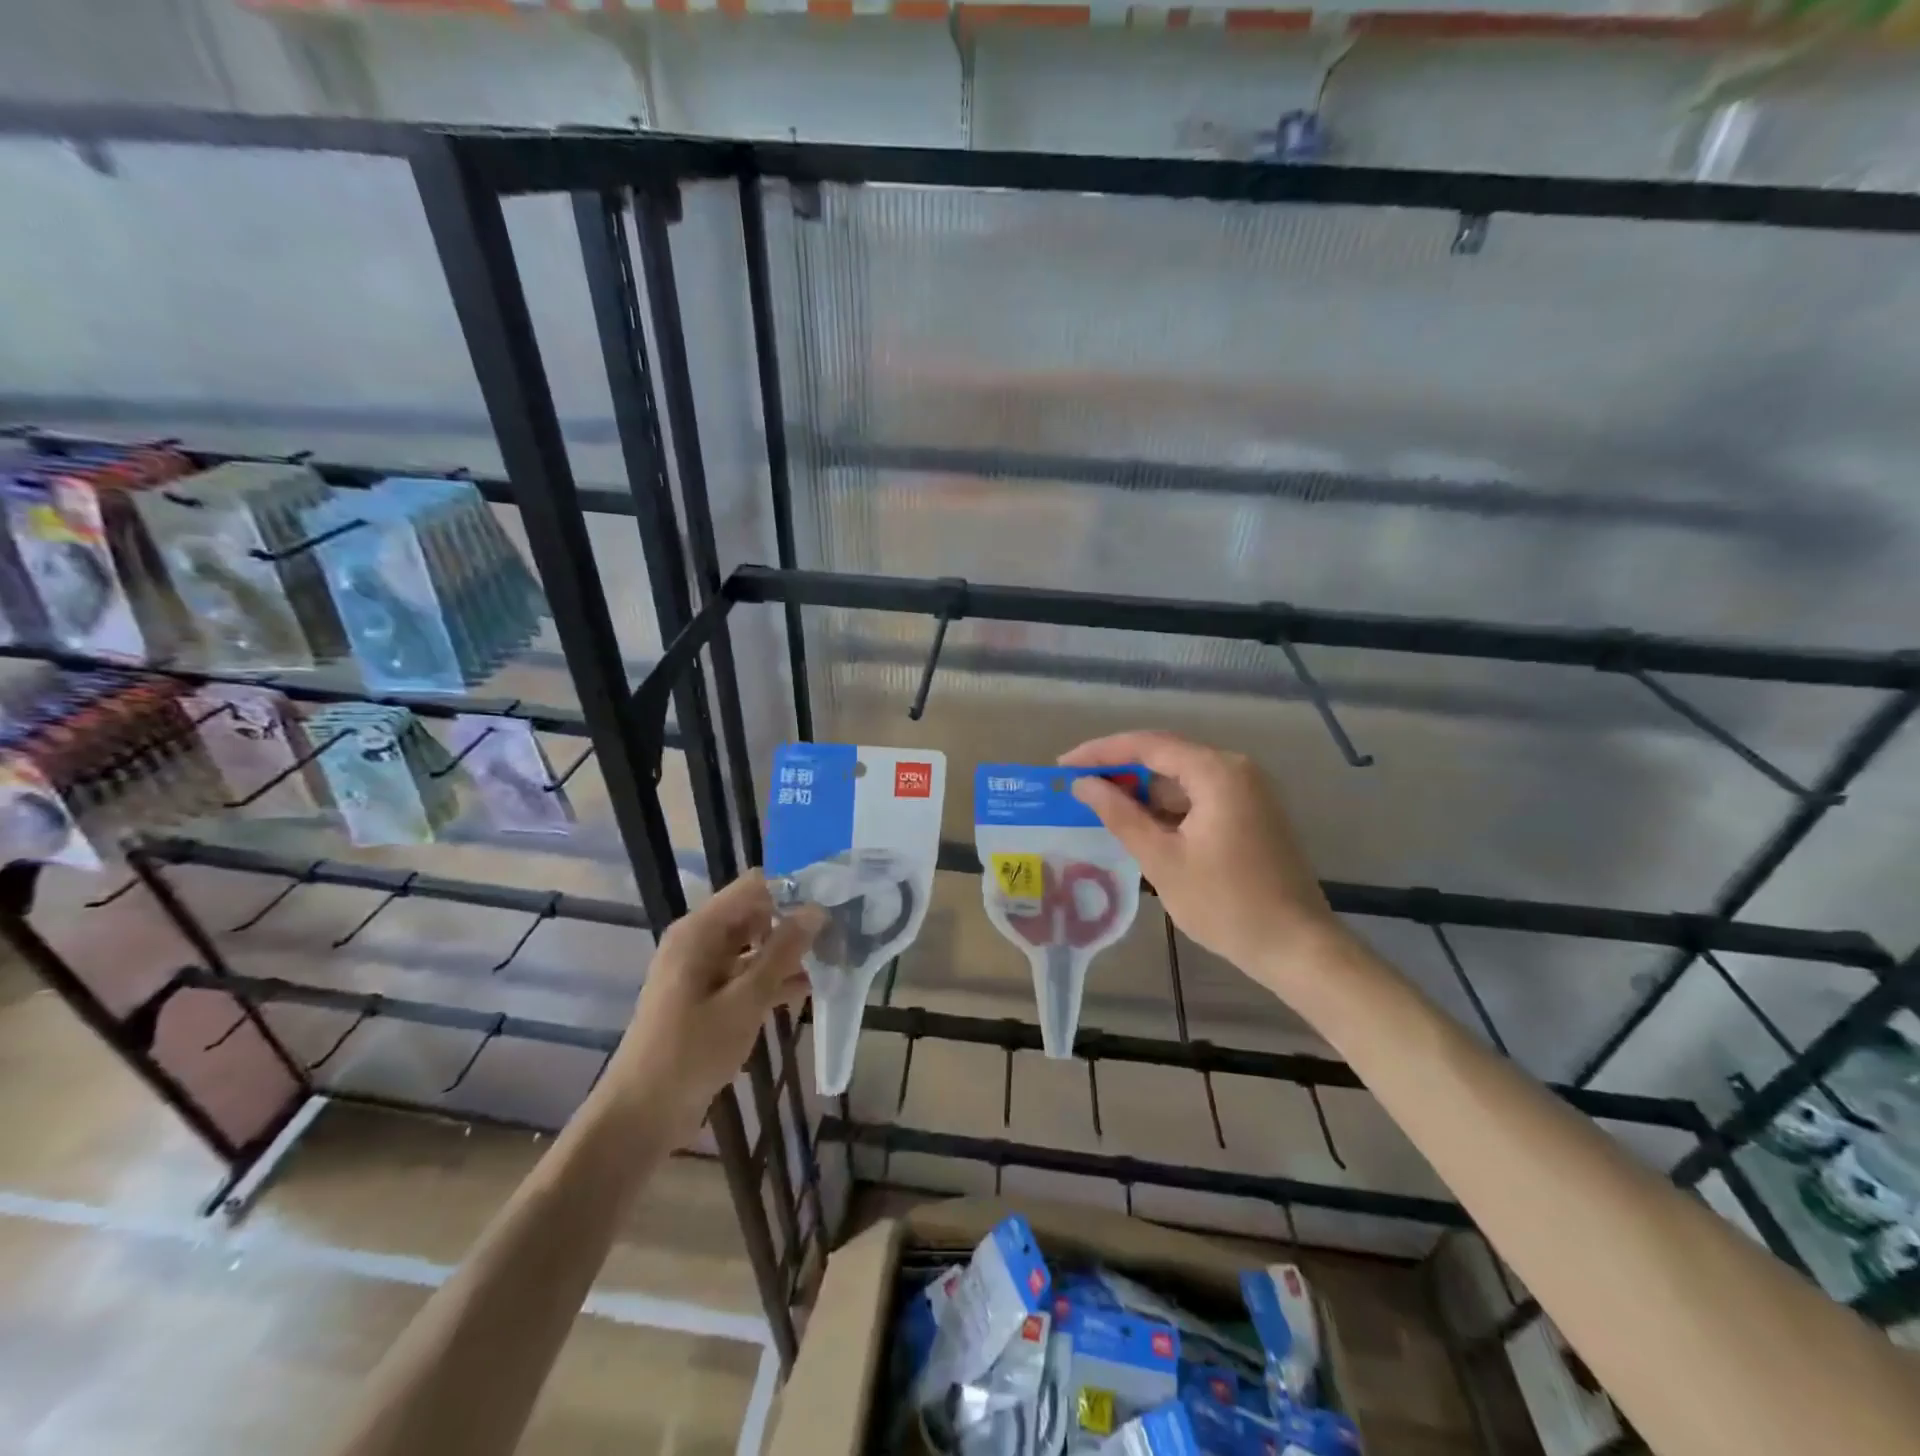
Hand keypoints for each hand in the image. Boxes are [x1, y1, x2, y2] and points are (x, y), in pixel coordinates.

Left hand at [609, 873, 822, 1128]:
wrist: (641, 1114)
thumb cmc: (690, 1052)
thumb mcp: (744, 1001)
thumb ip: (782, 953)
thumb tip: (816, 910)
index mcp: (700, 930)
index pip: (754, 886)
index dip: (794, 887)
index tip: (834, 896)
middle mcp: (700, 940)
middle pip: (755, 913)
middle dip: (795, 920)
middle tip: (841, 929)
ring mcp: (702, 970)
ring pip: (754, 945)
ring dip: (788, 952)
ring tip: (835, 956)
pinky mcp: (708, 997)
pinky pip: (746, 974)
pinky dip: (773, 978)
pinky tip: (810, 988)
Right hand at [1061, 731, 1343, 984]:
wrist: (1297, 947)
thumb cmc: (1226, 904)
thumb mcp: (1163, 860)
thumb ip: (1120, 815)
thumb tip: (1083, 784)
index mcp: (1217, 772)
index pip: (1147, 746)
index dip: (1101, 752)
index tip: (1063, 765)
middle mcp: (1236, 770)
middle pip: (1166, 756)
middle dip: (1119, 769)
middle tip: (1077, 784)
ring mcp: (1248, 791)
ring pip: (1182, 778)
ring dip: (1142, 790)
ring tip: (1099, 804)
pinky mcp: (1251, 813)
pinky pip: (1198, 797)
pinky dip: (1166, 807)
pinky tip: (1139, 824)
────
- **BRIEF**:
Ascertain the number of lines in the entries that include the word "middle", and report only that number.

- **WRITTEN ANSWER**:
8